In his public statements, he has blamed women exclusively for sins of the “abhorrent” mixing between men and women. He found no shame in resorting to Simone de Beauvoir, whom he describes as “the advocate of complete freedom for women without regulations.”
He used one of her quotes in which she rejected the commodification of women, to justify his attack on the freedom of dress for women, and his demand that they submit to the authority of men, based on the Islamic religious narrative. He later declared Hezbollah’s refusal to employ divorced female teachers. In his opinion, a divorced woman is not qualified to raise and teach children, because she has fallen into “the most hated of permissible things” for Muslims.
Qassem’s dilemma
None of the theology, of course, will break with the reign of Nasrallah. The potential differences lie in the leadership style.
The dilemma with the Qassem chemistry and charisma question is not limited to how his personality is received by party members, who have experienced hardline party officials who also lacked charisma. But the real dilemma lies in his ability to penetrate other environments that are socially and culturally different from the party, even if they adopt the same political agenda.
It’s a question that extends across Hezbollah, which had become accustomed to the presence of the charismatic Nasrallah as its leader for the past three decades who’d become something of a holy icon. And now with his death, a martyr.
Post war test
The repercussions of his assassination on the Shiite community in Lebanon have not yet appeared. His audience could not catch its breath from the speed of the lightning war that seemed to have taken Hezbollah by surprise, although the party effectively initiated this war with its support to Gaza.

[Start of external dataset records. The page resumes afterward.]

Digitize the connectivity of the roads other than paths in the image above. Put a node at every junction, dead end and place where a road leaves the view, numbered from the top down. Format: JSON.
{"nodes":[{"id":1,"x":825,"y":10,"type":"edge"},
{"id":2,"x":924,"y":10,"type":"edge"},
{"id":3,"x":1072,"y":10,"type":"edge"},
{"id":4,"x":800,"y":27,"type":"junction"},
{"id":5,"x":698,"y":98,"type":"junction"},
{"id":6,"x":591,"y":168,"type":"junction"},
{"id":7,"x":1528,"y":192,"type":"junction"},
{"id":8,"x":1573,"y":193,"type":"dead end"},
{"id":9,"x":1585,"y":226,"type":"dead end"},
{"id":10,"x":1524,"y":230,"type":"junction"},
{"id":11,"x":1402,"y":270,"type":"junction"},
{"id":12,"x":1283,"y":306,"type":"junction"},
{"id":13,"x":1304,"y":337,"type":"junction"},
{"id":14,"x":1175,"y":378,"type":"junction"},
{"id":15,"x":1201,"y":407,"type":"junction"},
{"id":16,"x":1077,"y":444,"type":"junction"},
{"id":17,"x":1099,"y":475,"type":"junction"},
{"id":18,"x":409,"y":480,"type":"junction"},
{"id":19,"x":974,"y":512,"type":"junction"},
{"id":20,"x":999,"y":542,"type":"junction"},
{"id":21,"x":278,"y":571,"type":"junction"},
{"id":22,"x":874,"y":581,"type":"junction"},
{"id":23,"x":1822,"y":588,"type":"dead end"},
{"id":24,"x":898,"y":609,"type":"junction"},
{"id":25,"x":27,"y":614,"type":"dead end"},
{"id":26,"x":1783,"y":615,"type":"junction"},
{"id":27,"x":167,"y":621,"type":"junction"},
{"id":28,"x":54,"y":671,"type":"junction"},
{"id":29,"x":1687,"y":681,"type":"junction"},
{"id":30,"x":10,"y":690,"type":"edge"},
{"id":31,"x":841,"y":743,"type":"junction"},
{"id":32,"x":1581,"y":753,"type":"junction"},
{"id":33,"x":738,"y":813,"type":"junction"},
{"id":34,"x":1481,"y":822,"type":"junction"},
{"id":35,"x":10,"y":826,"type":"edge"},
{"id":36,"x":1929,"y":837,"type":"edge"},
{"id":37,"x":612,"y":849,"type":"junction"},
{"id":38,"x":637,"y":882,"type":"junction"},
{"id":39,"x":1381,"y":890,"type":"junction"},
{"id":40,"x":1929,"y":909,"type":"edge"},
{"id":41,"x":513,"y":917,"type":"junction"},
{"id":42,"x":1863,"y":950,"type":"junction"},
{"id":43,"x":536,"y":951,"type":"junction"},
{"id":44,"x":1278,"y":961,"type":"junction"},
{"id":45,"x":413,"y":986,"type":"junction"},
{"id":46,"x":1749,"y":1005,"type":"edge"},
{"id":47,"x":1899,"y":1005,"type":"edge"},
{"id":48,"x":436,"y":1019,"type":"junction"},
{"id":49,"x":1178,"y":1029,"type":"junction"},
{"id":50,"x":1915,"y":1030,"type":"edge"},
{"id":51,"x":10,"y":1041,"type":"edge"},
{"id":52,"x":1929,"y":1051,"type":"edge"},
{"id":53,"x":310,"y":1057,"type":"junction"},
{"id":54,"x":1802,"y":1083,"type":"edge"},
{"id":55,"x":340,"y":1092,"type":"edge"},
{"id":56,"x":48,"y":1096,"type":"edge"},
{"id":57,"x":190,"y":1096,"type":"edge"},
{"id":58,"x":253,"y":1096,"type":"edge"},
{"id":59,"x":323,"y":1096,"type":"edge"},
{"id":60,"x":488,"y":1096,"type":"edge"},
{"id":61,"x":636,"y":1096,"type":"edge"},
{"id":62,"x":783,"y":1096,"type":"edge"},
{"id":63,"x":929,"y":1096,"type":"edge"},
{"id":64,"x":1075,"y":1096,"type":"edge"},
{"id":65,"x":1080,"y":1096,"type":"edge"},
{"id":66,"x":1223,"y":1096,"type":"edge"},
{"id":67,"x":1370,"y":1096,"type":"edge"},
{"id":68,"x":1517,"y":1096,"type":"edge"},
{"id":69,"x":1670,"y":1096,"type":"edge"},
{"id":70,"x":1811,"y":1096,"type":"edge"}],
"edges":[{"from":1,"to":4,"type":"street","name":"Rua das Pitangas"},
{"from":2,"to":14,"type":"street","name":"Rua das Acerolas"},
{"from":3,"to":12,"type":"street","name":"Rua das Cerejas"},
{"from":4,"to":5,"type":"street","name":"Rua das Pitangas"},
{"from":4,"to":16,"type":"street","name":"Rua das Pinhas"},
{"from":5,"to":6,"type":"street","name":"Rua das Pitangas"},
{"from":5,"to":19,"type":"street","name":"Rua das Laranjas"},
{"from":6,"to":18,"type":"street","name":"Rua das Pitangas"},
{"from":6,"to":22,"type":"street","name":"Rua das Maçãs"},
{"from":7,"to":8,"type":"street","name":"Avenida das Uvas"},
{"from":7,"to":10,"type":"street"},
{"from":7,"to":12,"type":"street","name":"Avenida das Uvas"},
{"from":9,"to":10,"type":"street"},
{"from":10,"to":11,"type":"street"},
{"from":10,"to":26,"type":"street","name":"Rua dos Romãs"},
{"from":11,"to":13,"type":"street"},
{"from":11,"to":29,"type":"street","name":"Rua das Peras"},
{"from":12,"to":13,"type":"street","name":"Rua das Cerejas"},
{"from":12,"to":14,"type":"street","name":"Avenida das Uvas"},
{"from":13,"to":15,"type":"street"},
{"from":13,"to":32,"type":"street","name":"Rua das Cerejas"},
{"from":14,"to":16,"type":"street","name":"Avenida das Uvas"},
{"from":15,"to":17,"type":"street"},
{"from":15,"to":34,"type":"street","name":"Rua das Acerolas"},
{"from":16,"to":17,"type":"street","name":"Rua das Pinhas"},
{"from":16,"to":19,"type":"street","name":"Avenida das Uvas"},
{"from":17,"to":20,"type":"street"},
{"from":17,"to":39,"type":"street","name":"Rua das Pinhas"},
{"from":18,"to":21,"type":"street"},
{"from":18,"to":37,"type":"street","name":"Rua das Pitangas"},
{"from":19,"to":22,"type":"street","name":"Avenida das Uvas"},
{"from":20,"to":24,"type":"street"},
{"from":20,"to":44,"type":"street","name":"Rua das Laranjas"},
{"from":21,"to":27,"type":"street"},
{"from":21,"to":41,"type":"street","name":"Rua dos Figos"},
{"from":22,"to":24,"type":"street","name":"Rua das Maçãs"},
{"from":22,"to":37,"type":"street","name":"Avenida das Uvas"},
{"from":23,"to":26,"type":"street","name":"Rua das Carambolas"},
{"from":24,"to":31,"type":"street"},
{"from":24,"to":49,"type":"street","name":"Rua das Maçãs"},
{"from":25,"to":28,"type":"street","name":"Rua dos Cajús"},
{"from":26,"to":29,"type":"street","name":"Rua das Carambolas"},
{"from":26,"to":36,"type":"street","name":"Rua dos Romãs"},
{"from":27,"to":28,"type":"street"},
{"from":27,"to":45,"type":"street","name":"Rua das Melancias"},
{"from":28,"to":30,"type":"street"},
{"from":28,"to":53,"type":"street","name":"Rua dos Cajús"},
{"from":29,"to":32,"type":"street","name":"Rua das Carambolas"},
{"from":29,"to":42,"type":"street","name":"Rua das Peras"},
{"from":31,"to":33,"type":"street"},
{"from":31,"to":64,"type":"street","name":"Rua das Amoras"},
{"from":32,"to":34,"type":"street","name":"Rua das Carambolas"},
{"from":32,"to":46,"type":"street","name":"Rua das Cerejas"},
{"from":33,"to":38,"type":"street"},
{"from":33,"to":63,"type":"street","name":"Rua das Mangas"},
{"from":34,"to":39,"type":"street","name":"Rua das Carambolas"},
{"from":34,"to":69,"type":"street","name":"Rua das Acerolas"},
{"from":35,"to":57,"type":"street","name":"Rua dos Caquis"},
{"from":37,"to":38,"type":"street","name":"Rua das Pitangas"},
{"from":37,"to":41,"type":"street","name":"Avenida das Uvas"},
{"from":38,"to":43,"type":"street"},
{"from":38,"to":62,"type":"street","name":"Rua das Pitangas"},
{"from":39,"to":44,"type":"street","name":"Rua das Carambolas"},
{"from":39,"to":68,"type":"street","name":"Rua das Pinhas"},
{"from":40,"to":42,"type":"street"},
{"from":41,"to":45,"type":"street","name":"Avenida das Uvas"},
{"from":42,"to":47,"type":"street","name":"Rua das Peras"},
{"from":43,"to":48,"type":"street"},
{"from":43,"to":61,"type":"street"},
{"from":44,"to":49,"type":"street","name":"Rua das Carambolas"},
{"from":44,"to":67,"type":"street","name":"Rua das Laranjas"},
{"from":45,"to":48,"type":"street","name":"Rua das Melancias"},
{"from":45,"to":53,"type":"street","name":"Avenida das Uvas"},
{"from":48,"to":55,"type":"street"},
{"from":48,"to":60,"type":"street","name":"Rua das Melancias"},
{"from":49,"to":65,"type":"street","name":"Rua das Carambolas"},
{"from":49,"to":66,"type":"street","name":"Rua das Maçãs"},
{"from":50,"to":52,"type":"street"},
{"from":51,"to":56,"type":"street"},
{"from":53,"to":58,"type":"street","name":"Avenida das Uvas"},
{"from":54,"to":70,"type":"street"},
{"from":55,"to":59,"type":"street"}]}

But the first question for Naim Qassem is will escape from also being killed in battle. If he does, he will face a test more difficult than the war, when he will be compared to his successor, and that will begin with the charisma deficit.
There’s a scientific chemical formula, which often contradicts Qassem’s religious beliefs, that was presented by the French chemist Antoine Lavoisier with the following equation: “Nothing is lost, nothing is created. Everything is transformed.”
This rule governs the transformations that will occur to Hezbollah after this war, which has been disastrous for the party, its audience, and the entire country.
The party cannot avoid chemistry, and it will have to deal with its transformations very soon, and at the head of its General Secretariat this time is a chemist who lacks charisma.